Our role is to provide birth pools whose design supports those duties.

Active Birth Pools help hospitals by providing:

  • seamless, one-piece construction
  • smooth, hard, cleanable surfaces
  • minimal surface-mounted fittings
  • integrated hand grips
  • removable, cleanable drainage components
  • plumbing kept off the pool rim
  • compatibility with wall-mounted or water-column water services
  • practical manufacturer guidance for cleaning and care

Supporting maternity care and informed choice

Water immersion is an established option in maternity care.

NICE recommends offering women the opportunity to labour in water for pain relief. NICE also now advises that birth in water may be considered, with balanced discussion of the evidence so women can make an informed choice. [2]

This makes the quality and safety of the birth-pool environment especially important.
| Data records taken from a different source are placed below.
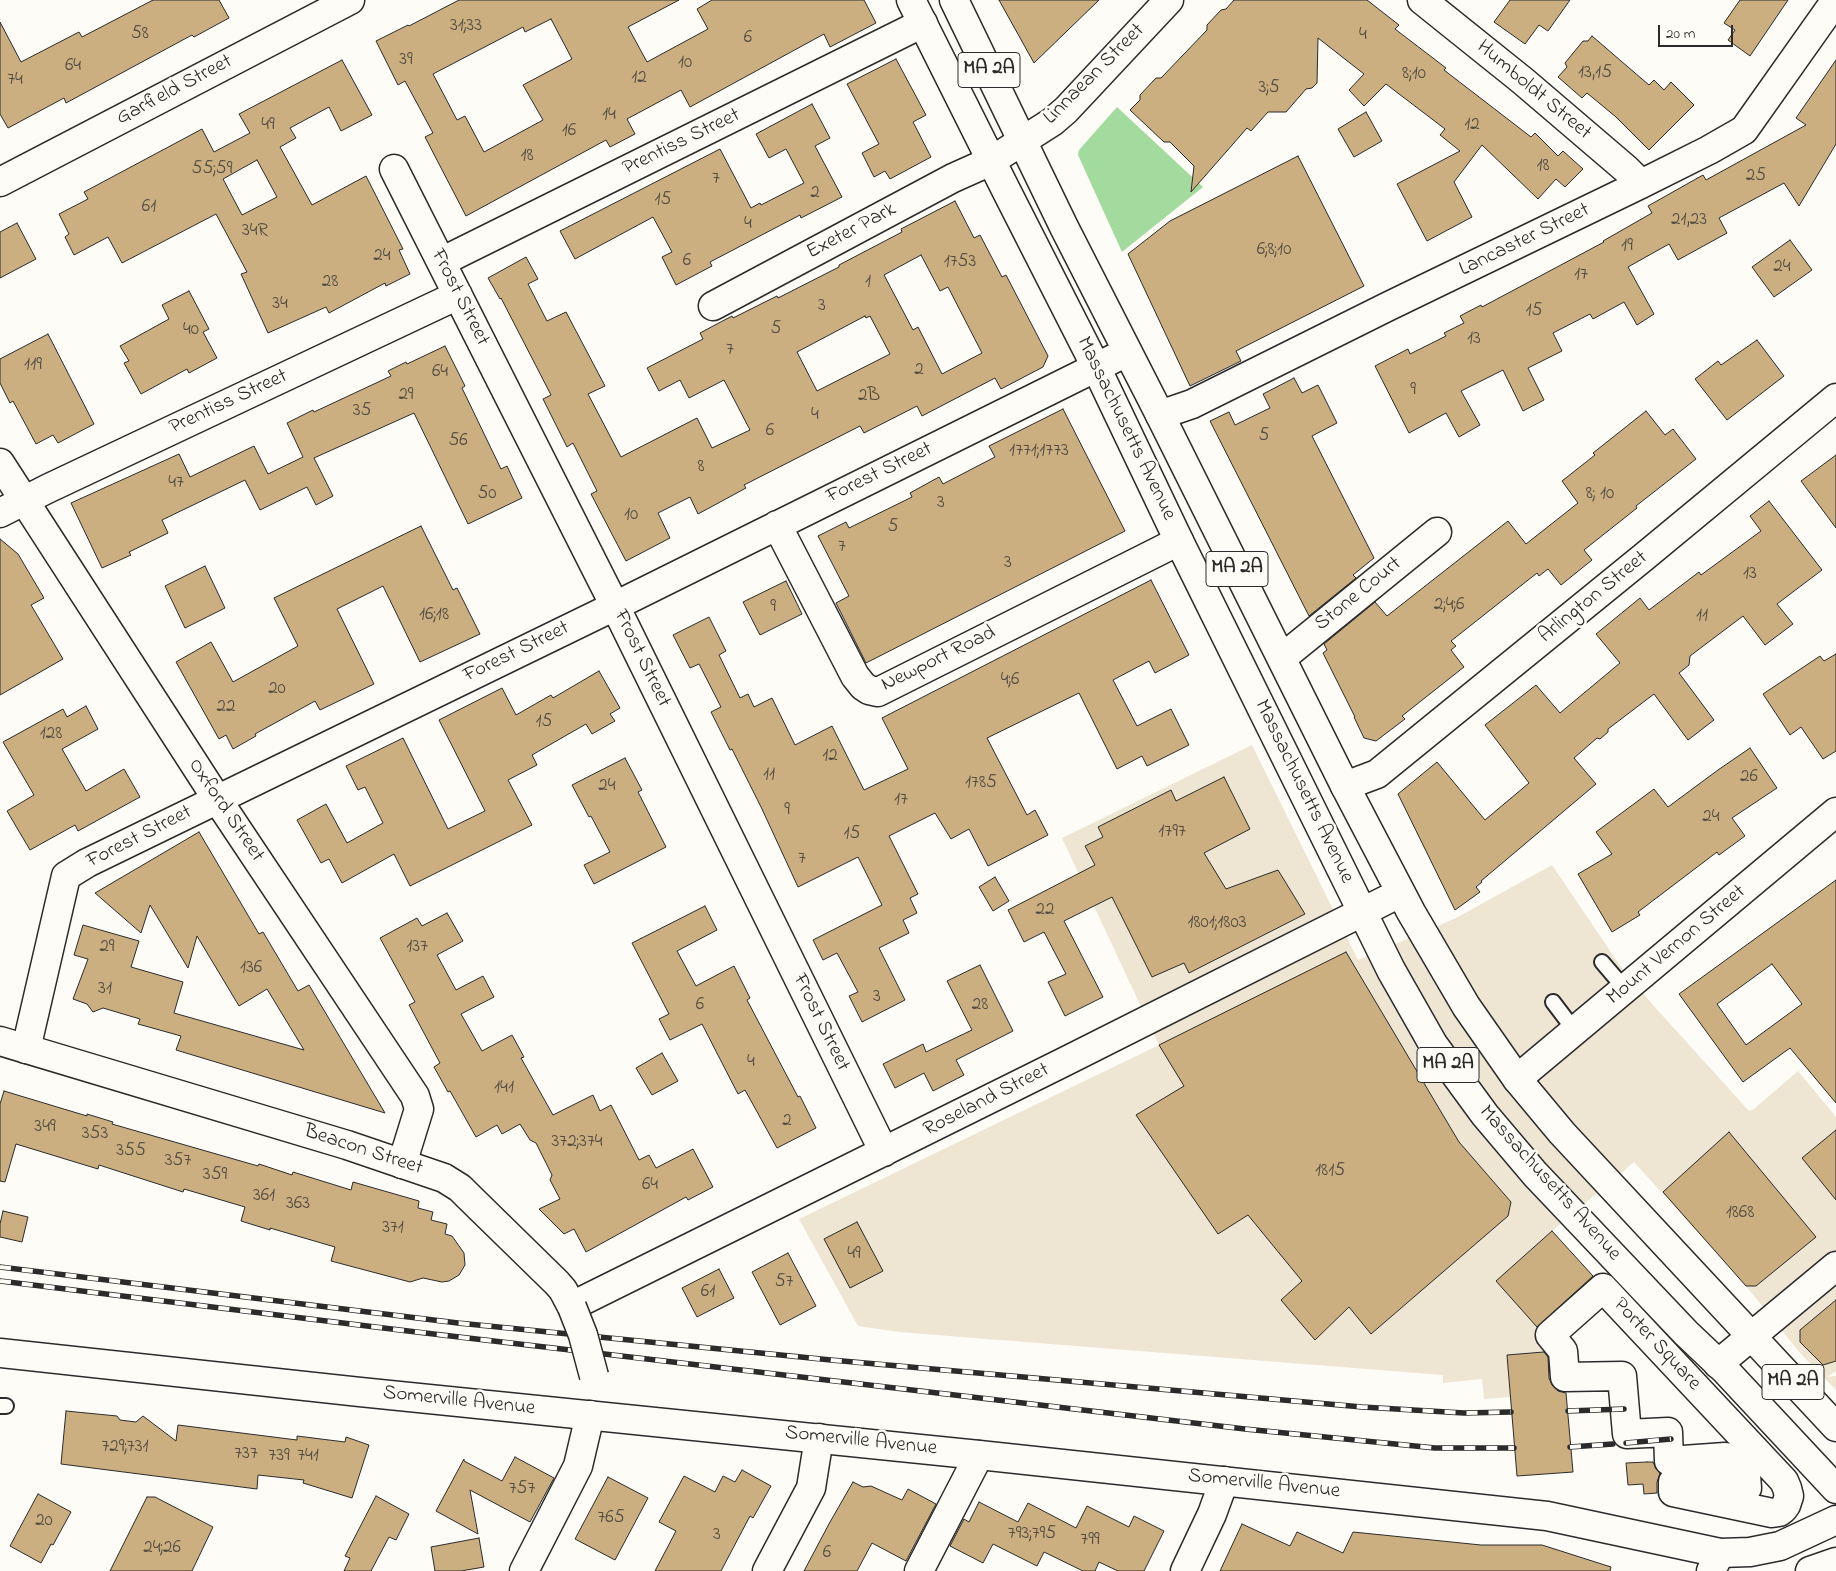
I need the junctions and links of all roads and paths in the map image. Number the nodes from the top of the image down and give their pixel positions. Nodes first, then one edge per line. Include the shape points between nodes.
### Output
1 (350, 0) edge
2 (954, 0) edge
3 (1169, 0) edge
4 (1422, 0) edge
5 (1836, 0) edge
6 (917, 11) edge
7 (1023, 141) junction
8 (991, 160) junction
9 (394, 169) dead end
10 (0, 182) edge
11 (1641, 184) junction
12 (441, 262) junction
13 (458, 295) junction
14 (714, 306) dead end
15 (1128, 352) junction
16 (1096, 367) junction
17 (1836, 398) edge
18 (1160, 414) junction
19 (0, 463) edge
20 (12, 507) edge
21 (777, 525) junction
22 (1437, 532) dead end
23 (1179, 541) junction
24 (614, 606) junction
25 (1282, 658) junction
26 (1345, 786) junction
27 (217, 799) junction
28 (1836, 812) edge
29 (1400, 893) junction
30 (1363, 912) junction
31 (1602, 962) dead end
32 (1625, 989) junction
33 (1553, 1002) dead end
34 (1575, 1030) junction
35 (0, 1041) edge
36 (26, 1049) junction
37 (1517, 1079) junction
38 (884, 1152) junction
39 (402, 1164) junction
40 (1836, 1266) edge
41 (572, 1307) junction
42 (1751, 1337) junction
43 (0, 1353) edge
44 (1718, 1364) junction
45 (590, 1415) junction
46 (1836, 1427) edge
47 (818, 1438) junction
48 (980, 1455) junction
49 (1224, 1481) junction
50 (1836, 1489) edge
51 (1673, 1492) joint
52 (1836, 1520) edge
53 (1716, 1562) edge
54 (1836, 1562) edge
55 (524, 1571) edge
56 (767, 1571) edge
57 (919, 1571) edge
58 (1185, 1571) edge
59 (1743, 1571) edge
60 (1810, 1571) edge

1 - 10 street, Garfield Street
2 - 7 street, Massachusetts Avenue / MA 2A
3 - 7 street, Linnaean Street via 1066,110
4 - 11 street, Humboldt Street via 1523,81
5 - 11 street, Lancaster Street via 1744,130
6 - 8 street, Massachusetts Avenue / MA 2A
6 - 12 street, Prentiss Street
7 - 8 street, Linnaean Street
7 - 15 street, Massachusetts Avenue / MA 2A
8 - 14 street, Exeter Park
8 - 16 street, Massachusetts Avenue / MA 2A
9 - 12 street, Frost Street
11 - 18 street, Lancaster Street via 1192,404
12 - 13 street, Frost Street
13 - 20 street, Prentiss Street
13 - 24 street, Frost Street
15 - 16 street, Forest Street
15 - 18 street, Massachusetts Avenue / MA 2A
16 - 21 street, Forest Street
16 - 23 street, Massachusetts Avenue / MA 2A
17 - 26 street, Arlington Street via 1377,774
18 - 25 street, Massachusetts Avenue / MA 2A
19 - 20 street, Oxford Street
20 - 27 street, Oxford Street
21 - 23 street, Newport Road via 853,671 863,686 878,692
21 - 24 street, Forest Street
22 - 25 street, Stone Court
23 - 30 street, Massachusetts Avenue / MA 2A
24 - 27 street, Forest Street
24 - 38 street, Frost Street
25 - 26 street, Massachusetts Avenue / MA 2A
26 - 29 street, Massachusetts Avenue / MA 2A
27 - 36 street, Forest Street via 66,876
27 - 39 street, Oxford Street via 415,1096 419,1109
28 - 32 street, Mount Vernon Street
29 - 30 street, Roseland Street
29 - 37 street, Massachusetts Avenue / MA 2A via 1478,1024
30 - 38 street, Roseland Street
30 - 44 street, Massachusetts Avenue / MA 2A via 1420,1023 1485,1115 1555,1195
31 - 32 lane
32 - 34 street, Mount Vernon Street
33 - 34 lane
34 - 37 street, Mount Vernon Street
35 - 36 street, Beacon Street
36 - 39 street, Beacon Street
37 - 42 street, Massachusetts Avenue / MA 2A via 1562,1134
38 - 41 street, Roseland Street
39 - 41 street, Beacon Street via 437,1175 460,1188 557,1283
40 - 42 street
41 - 45 street, Beacon Street, bridge via 594,1376
42 - 44 street
42 - 46 street, Massachusetts Avenue / MA 2A
43 - 45 street, Somerville Avenue
44 - 50 street, Massachusetts Avenue / MA 2A
45 - 47 street, Somerville Avenue
45 - 55 street, Beacon Street via 578,1466
47 - 48 street, Somerville Avenue
47 - 56 street via 812,1488
48 - 49 street, Somerville Avenue
48 - 57 street
49 - 53 street, Somerville Avenue via 1547,1516
49 - 58 street
51 - 51 street, Porter Square via 1772,1513 1785,1507 1788,1496 1784,1481 1603,1288 1550,1335 1563,1351 1565,1377 1622,1376 1626,1434 1668,1432 1670,1461 1725,1457 1746,1475 1747,1488 1716,1490 1715,1479 1673,1482
52 - 53 street, Somerville Avenue via 1780,1546
53 - 59 street, Somerville Avenue
54 - 60 street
A well-designed pool should support the mother’s freedom of movement, comfort and sense of privacy. It should also support midwives by providing good visibility, access, stable handholds, practical cleaning and safe working space around the pool.

Safety by design

No product can replace local clinical judgement, infection-control protocols, estates management or water-safety governance.

But good design can make those responsibilities easier to fulfil.
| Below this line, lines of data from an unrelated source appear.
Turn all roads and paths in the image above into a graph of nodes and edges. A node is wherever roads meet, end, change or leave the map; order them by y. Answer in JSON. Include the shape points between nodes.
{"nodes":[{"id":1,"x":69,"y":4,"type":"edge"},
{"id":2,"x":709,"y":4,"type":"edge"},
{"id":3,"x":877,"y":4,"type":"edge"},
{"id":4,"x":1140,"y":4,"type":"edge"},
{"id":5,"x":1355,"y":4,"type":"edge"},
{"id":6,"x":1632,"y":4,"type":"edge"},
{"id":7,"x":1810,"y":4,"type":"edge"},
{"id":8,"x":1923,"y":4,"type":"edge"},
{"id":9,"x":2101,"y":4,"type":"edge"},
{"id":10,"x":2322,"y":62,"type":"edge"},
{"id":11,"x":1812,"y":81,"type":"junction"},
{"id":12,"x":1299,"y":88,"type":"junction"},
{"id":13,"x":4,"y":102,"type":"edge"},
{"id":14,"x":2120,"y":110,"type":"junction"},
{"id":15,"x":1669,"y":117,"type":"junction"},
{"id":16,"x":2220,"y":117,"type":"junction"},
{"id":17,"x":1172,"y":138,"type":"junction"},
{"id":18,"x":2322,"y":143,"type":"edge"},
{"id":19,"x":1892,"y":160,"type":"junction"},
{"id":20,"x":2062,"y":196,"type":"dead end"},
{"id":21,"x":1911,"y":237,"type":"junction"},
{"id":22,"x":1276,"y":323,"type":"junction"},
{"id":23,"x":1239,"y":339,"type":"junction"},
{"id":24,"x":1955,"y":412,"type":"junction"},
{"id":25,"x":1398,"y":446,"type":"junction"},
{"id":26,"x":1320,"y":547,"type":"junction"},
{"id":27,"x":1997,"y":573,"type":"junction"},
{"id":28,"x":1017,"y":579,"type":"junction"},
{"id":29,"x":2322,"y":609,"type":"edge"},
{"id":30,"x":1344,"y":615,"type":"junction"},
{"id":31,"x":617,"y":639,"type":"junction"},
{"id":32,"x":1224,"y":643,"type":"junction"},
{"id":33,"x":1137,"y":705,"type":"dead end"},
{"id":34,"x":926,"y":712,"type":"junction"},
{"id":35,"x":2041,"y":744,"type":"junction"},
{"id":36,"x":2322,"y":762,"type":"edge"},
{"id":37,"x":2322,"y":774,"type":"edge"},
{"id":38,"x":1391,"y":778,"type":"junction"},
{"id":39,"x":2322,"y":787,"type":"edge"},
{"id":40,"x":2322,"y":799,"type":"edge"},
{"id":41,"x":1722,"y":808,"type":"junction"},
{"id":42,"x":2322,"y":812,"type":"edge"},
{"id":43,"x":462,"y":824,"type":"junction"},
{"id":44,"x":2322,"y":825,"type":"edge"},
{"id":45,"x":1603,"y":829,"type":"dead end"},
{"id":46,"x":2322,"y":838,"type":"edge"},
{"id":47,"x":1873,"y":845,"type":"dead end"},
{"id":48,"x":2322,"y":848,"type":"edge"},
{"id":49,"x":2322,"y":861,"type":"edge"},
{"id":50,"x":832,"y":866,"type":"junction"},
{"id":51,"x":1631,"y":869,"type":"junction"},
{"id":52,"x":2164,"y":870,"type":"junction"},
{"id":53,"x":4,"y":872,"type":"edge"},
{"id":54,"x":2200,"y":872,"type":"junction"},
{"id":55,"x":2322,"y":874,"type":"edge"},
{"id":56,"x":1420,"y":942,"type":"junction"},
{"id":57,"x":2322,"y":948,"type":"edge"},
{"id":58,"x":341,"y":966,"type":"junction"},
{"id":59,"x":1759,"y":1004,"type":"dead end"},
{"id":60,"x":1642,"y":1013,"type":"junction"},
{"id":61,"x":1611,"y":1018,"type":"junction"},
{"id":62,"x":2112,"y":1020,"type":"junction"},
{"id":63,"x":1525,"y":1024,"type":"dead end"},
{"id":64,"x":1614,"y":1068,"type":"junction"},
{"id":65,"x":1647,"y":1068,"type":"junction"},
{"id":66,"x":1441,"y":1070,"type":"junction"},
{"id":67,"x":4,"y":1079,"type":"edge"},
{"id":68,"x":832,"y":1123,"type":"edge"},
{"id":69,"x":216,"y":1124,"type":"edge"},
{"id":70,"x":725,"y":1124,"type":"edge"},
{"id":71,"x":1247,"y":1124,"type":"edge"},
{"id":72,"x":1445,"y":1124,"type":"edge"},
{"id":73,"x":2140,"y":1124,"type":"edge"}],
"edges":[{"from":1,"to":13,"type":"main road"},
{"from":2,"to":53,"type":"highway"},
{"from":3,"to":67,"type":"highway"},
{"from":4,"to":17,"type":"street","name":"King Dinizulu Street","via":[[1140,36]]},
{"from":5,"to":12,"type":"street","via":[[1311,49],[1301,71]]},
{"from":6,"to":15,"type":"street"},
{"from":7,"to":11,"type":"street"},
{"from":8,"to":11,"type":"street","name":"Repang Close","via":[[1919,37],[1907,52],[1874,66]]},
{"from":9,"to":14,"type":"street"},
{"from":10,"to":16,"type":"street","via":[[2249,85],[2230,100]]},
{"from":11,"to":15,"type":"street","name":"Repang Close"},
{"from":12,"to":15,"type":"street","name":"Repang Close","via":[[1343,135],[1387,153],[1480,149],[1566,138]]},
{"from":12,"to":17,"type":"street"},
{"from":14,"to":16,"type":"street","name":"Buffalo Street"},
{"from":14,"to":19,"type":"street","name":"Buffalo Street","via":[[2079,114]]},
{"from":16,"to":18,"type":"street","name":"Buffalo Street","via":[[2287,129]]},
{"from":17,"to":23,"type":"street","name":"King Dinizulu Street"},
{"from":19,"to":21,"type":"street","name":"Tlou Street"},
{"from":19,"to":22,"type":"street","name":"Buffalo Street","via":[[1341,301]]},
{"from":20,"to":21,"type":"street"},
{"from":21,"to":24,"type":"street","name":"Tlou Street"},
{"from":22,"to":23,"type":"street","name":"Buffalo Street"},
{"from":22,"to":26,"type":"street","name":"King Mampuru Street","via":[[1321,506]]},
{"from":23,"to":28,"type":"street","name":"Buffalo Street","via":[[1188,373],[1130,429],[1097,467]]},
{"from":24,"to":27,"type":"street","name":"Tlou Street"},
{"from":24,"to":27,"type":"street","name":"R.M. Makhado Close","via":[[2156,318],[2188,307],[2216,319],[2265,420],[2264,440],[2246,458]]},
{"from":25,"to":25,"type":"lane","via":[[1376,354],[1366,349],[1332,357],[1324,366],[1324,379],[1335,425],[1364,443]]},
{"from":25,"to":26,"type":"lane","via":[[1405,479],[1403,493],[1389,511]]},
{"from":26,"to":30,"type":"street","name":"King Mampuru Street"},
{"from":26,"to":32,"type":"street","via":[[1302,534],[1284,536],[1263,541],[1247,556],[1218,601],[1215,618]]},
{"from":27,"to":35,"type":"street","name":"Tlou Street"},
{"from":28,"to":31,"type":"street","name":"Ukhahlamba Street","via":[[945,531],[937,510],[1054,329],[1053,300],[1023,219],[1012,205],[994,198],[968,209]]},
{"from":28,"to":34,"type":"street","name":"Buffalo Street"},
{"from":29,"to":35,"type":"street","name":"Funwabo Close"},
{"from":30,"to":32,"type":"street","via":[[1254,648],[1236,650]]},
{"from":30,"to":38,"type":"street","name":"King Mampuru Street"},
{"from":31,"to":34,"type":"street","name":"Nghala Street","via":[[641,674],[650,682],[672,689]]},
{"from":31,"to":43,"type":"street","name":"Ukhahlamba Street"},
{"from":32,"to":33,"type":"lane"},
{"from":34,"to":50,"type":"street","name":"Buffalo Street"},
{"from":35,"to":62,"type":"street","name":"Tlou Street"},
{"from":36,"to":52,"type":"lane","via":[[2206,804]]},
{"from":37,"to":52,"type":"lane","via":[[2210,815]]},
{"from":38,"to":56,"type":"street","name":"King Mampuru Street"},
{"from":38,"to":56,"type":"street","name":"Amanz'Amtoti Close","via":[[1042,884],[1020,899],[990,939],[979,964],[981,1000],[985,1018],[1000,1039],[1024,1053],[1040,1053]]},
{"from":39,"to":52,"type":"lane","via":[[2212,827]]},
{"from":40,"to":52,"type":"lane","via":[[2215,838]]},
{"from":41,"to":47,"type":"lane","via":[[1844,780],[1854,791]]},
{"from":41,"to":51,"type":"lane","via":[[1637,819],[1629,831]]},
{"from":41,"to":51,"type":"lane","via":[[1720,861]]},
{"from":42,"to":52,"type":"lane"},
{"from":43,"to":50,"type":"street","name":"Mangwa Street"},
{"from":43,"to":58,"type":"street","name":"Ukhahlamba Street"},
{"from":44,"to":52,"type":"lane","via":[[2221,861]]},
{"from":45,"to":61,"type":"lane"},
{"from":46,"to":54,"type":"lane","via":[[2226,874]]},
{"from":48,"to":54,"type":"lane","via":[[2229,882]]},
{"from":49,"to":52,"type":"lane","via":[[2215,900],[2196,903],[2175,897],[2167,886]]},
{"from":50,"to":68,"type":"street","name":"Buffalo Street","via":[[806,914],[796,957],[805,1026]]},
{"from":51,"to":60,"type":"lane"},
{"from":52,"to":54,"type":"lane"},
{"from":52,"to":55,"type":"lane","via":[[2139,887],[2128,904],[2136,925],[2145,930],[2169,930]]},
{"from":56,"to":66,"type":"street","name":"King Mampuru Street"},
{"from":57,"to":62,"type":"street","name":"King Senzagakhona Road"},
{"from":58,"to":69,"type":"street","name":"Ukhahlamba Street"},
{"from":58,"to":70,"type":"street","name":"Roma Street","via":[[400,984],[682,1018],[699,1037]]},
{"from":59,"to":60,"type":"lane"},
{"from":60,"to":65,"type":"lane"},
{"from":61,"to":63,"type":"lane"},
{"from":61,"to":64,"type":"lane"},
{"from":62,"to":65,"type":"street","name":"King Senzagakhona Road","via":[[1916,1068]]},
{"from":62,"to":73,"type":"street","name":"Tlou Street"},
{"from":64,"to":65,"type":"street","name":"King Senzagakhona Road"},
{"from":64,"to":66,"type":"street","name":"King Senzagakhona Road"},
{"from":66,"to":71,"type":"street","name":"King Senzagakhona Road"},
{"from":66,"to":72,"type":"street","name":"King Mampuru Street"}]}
Active Birth Pools are designed to reduce avoidable risk, support effective cleaning, improve water-safety management and create safer, calmer, more practical birthing environments.
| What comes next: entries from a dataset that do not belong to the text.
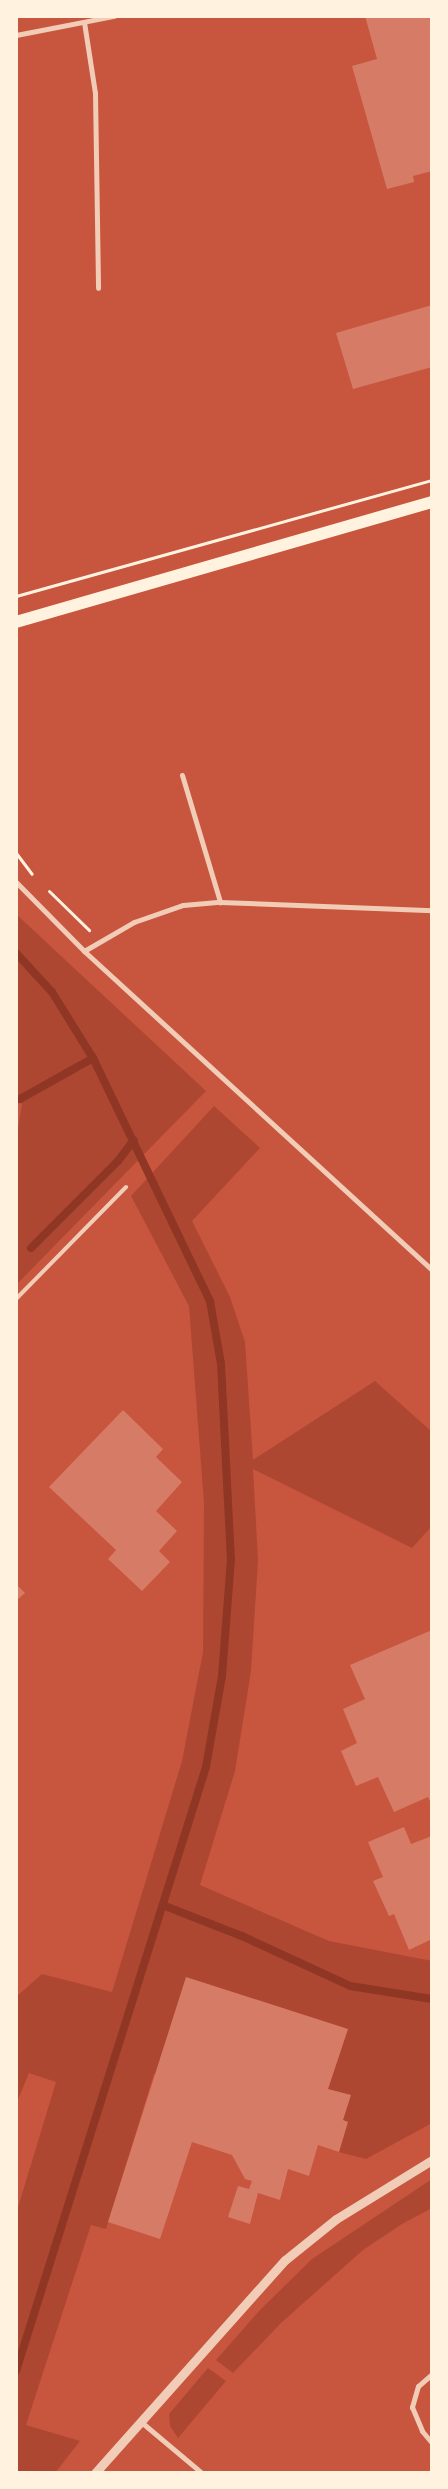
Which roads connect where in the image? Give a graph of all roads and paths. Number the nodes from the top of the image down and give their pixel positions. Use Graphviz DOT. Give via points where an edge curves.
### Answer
graph roads {
  1 [pos="114,16"];
  2 [pos="84,22"];
  3 [pos="16,35"];
  4 [pos="98,288"];
  5 [pos="432,480"];
  6 [pos="432,502"];
  7 [pos="16,596"];
  8 [pos="16,622"];
  9 [pos="182,775"];
  10 [pos="16,882"];
  11 [pos="220,902"];
  12 [pos="432,910"];
  13 [pos="84,951"];
  14 [pos="126,1187"];
  15 [pos="432,1270"];
  16 [pos="16,1299"];
  17 [pos="432,2160"];
  18 [pos="432,2374"];
  19 [pos="140,2421"];
  20 [pos="432,2443"];
  21 [pos="95,2473"];
  22 [pos="202,2473"];
  1 -- 2 [label="street"];
  2 -- 3 [label="street"];
  2 -- 4 [label="street" via="95,93"];
  5 -- 7 [label="path"];
  6 -- 8 [label="main road"];
  9 -- 11 [label="street"];
  10 -- 13 [label="street"];
  11 -- 12 [label="street"];
  11 -- 13 [label="street" via="183,904 159,911"];
  13 -- 15 [label="street"];
  14 -- 16 [label="lane"];
  17 -- 19 [label="street" via="336,2219 291,2255 266,2278"];
  18 -- 20 [label="street" via="418,2386 412,2407 422,2431"];
  19 -- 21 [label="street"];
  19 -- 22 [label="street"];
}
That is the difference between a pool that simply holds water and a birth pool designed specifically for modern maternity care.

Evidence and source notes

[1] NHS England – Safe water in healthcare premises (HTM 04-01)
NHS England’s HTM 04-01 is the central healthcare water-safety guidance for hot and cold water systems. It covers legal requirements, design, maintenance and operation, and specifically references control of Legionella, Pseudomonas aeruginosa and other waterborne pathogens.
https://www.england.nhs.uk/publication/safe-water-in-healthcare-premises-htm-04-01/

[2] NICE NG235 – Intrapartum care recommendations
NICE recommends offering labour in water for pain relief, monitoring water and maternal temperature hourly with water not above 37.5°C, and cleaning birth pools using local microbiology/infection-control protocols and manufacturer guidance. NICE also says birth in water may be considered with informed discussion of benefits and risks.
https://www.nice.org.uk/guidance/ng235/chapter/Recommendations

[3] Hywel Dda NHS – Use of Water for Labour and Birth Guideline
This NHS guideline provides an example protocol covering cleaning, rinsing, drying, disposable accessories, outlet flushing for Legionella and Pseudomonas prevention, and daily birth-pool records.
https://wisdom.nhs.wales/health-board-guidelines/hywel-dda-file/639-use-of-water-for-labour-and-birth-guideline/

[4] HSE – Hot and cold water systems
HSE guidance identifies thermostatic mixer valves as part of hot and cold water systems and points healthcare premises to HTM 04-01. It also notes scalding risks where tap water exceeds 44°C.
https://www.hse.gov.uk/legionnaires/hot-and-cold.htm

[5] NHS England – Patient Safety Alert: Legionella and heated birthing pools
The 2014 alert required NHS organisations to ensure birthing pools within hospital control are covered by Legionella management control policies and procedures, and warned against heated birthing pools with pump and heater filled in advance of labour in home settings.
https://www.england.nhs.uk/wp-content/uploads/2014/06/psa-legionella-birth-pool.pdf

[6] Public Health England / NHS England – Legionnaires’ disease and birthing pools factsheet
This factsheet distinguished fixed NHS birthing pools, considered safe when subject to stringent infection-control procedures, from higher-risk heated pools filled in advance and maintained warm by heater and circulation pump.
https://assets.publishing.service.gov.uk/media/5a82bf48ed915d74e34035d0/Factsheet_LegionnairesDiseaseAndBirthingPools.pdf

[7] Original Active Birth Pools page
Original page used as the basis for the product-specific design claims: Ficore®, seamless one-piece construction, bonded hand grips, drainage design, flush lighting, wall/water-column mounted taps and separating plumbing from the pool.